You can go to Sibiu, Zerind, or Timisoara — but which road will get you to Bucharest fastest
This is exactly what an AI problem-solving agent faces — a situation where it must decide what to do to reach a goal.
What is a Problem-Solving Agent?
A problem-solving agent is an intelligent system that:
- Thinks before it acts.
- Plans a sequence of actions to reach its goal.
- Executes those actions in the real world.
It follows four clear steps
1️⃣ Goal Formulation
The agent decides what it wants to achieve.
Example: Reach Bucharest.
Why is goal setting important?
Because it tells the agent what to focus on — it doesn’t have to think about sightseeing or food, only the goal.
2️⃣ Problem Formulation
The agent now describes the world as a simple model — only the parts that matter for solving the problem.
this is like making a simplified version of reality.
| Concept | Example |
| State space | All cities on the map (Arad, Sibiu, Fagaras, etc.) |
| Initial state | Arad |
| Goal state | Bucharest |
| Actions(s) | Move from one city to another connected by a road |
| Transition model | What happens when you take an action (e.g., RESULT(Arad, ToSibiu) = Sibiu) |
| Action cost | Distance between cities (in miles) |
💡 Example:
- ACTIONS(Arad) = {ToSibiu, ToTimisoara, ToZerind}
- ACTION-COST(Arad, ToSibiu) = 140 miles
So, the agent’s problem is to find a path (a series of actions) that goes from Arad → Bucharest with the least total cost.
3. Search (Thinking Before Acting)
The agent doesn’t just move randomly — it searches for the best path.
It uses the map (knowledge) to explore all possible routes.
Example of possible paths:
1️⃣ Arad → Sibiu → Fagaras → Bucharest
- Total cost = 140 + 99 + 211 = 450 miles
2️⃣ Arad → Sibiu → Rimnicu Vilcea → Pitesti → Bucharest
- Total cost = 140 + 80 + 97 + 101 = 418 miles
3️⃣ Arad → Timisoara → Lugoj → Mehadia → Drobeta → Craiova → Pitesti → Bucharest
- Total cost = 118 + 111 + 70 + 75 + 120 + 138 + 101 = 733 miles
So, the second route (via Sibiu → Rimnicu Vilcea → Pitesti) is shortest.
✅ Optimal Path: Arad → Sibiu → Rimnicu Vilcea → Pitesti → Bucharest
✅ Cost: 418 miles
4️⃣ Execution (Acting Stage)
4. Execution
Now that the agent has planned the route, it actually executes it:
Drive Arad → Sibiu → Rimnicu Vilcea → Pitesti → Bucharest.
If the world is perfect (no roadblocks, no mistakes), the agent can simply follow the plan — this is called an open-loop system (no need to keep checking).
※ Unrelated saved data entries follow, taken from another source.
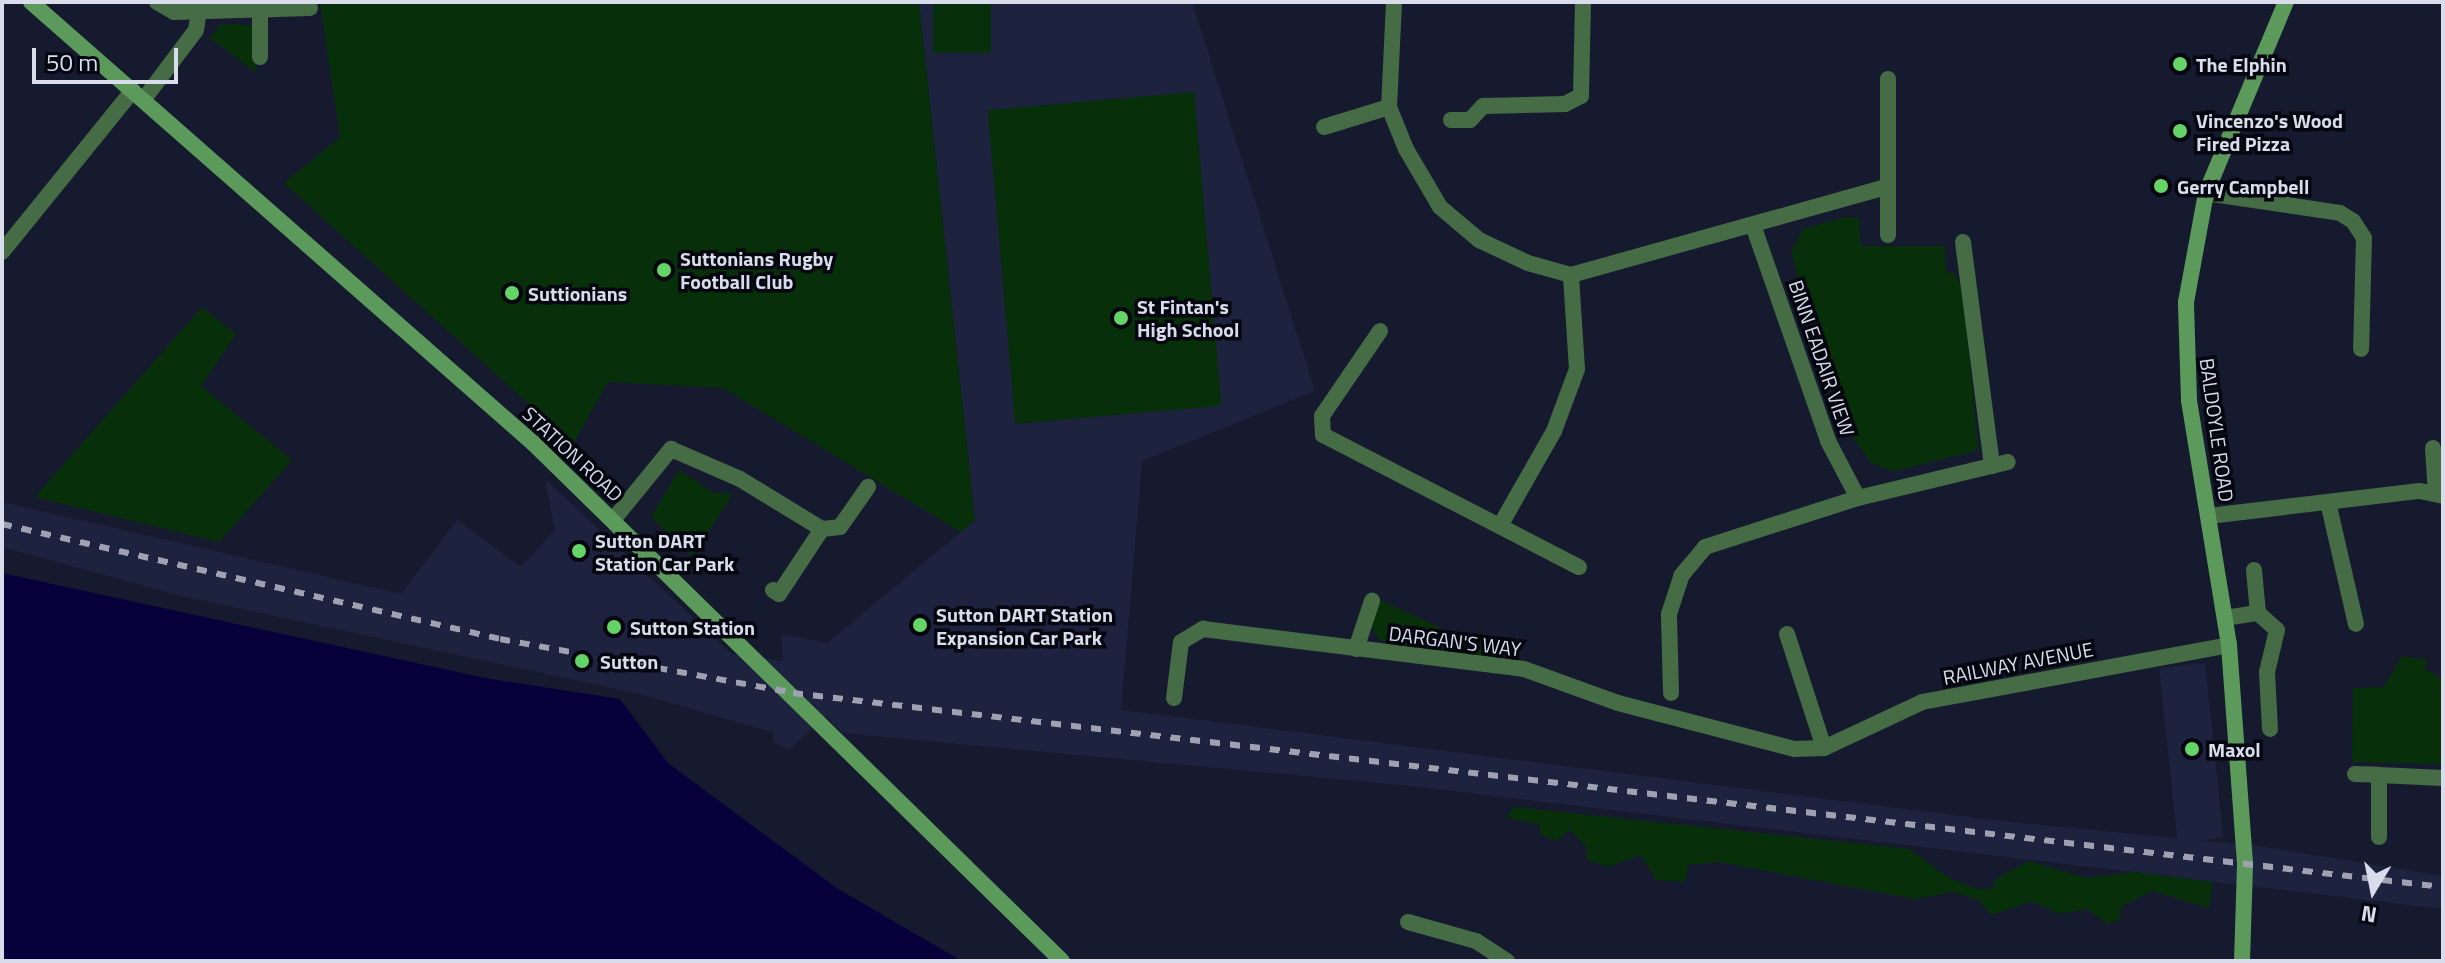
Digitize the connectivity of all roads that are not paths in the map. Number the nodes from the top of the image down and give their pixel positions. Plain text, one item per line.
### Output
1 (31, 2) edge
2 (157, 2) edge
3 (1394, 2) edge
4 (1583, 2) edge
5 (2286, 2) edge
6 (310, 8) dead end
7 (260, 9) junction
8 (199, 11) junction
9 (260, 57) dead end
10 (1888, 79) dead end
11 (138, 95) junction
12 (1389, 107) junction
13 (1451, 120) dead end
14 (1324, 127) dead end
15 (1887, 187) junction
16 (2206, 193) junction
17 (1754, 228) junction
18 (1888, 235) dead end
19 (1963, 242) dead end
20 (2, 252) edge
21 (1571, 275) junction
22 (1380, 331) dead end
23 (2361, 349) dead end
24 (2433, 448) dead end
25 (868, 487) dead end
26 (2440, 494) edge
27 (1858, 498) junction
28 (2328, 502) junction
29 (2209, 516) junction
30 (613, 520) junction
31 (1501, 524) junction
32 (822, 529) junction
33 (1579, 567) dead end
34 (2254, 570) dead end
35 (773, 590) dead end
36 (1372, 601) dead end
37 (2258, 613) junction
38 (2225, 618) junction
39 (2356, 624) dead end
40 (1787, 634) dead end
41 (2229, 645) junction
42 (1356, 649) junction
43 (1671, 693) dead end
44 (1174, 698) dead end
45 (2270, 729) dead end
46 (1824, 748) junction
47 (2355, 774) dead end
48 (2379, 775) junction
49 (2443, 778) edge
50 (2379, 837) dead end
51 (1408, 922) dead end
52 (1062, 961) edge
53 (1507, 961) edge
54 (2242, 961) edge

1 - 11 main road, STATION ROAD
2 - 8 street
3 - 12 street
4 - 13 street
5 - 16 main road, BALDOYLE ROAD
6 - 7 street
7 - 8 street
7 - 9 street
8 - 11 street
10 - 15 street
11 - 20 street
11 - 30 main road, STATION ROAD
12 - 14 street
12 - 21 street
15 - 17 street
15 - 18 street
16 - 23 street
16 - 29 main road, BALDOYLE ROAD
17 - 21 street
17 - 27 street, BINN EADAIR VIEW
19 - 27 street
21 - 31 street
22 - 31 street
24 - 26 street
25 - 32 street
26 - 28 street
27 - 43 street
28 - 29 street
28 - 39 street
29 - 38 main road, BALDOYLE ROAD
30 - 32 street
30 - 52 main road, STATION ROAD
31 - 33 street
32 - 35 street
34 - 37 street
36 - 42 street
37 - 38 street
37 - 45 street
38 - 41 main road, BALDOYLE ROAD
40 - 46 street
41 - 46 street, RAILWAY AVENUE
41 - 54 main road, BALDOYLE ROAD
42 - 44 street, DARGAN'S WAY
42 - 46 street, DARGAN'S WAY
47 - 48 street
48 - 49 street
48 - 50 street
51 - 53 street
If the world changes (road closed, traffic jam), the agent must adjust — that’s a closed-loop system, where it monitors and adapts.
Summary Table
| Step | What Agent Does | Example |
| 1. Goal Formulation | Decides what it wants | “Reach Bucharest” |
| 2. Problem Formulation | Describes the environment | Cities, distances, roads |
| 3. Search | Finds the best path | Arad → Sibiu → Rimnicu Vilcea → Pitesti → Bucharest |
| 4. Execution | Follows the chosen path | Drives city by city |
how AI agents think and plan using:
- State space (possible situations)
- Actions (choices)
- Goal (what to achieve)
- Search algorithms (how to reach the goal efficiently)
Why Abstraction Is Important
In real life, traveling involves:
- Traffic
- Weather
- Food breaks
- Music
- Road conditions
But for AI, we remove all these extra details and keep only what’s important — cities and distances.
This is called abstraction — simplifying reality so the AI can focus on solving the right problem.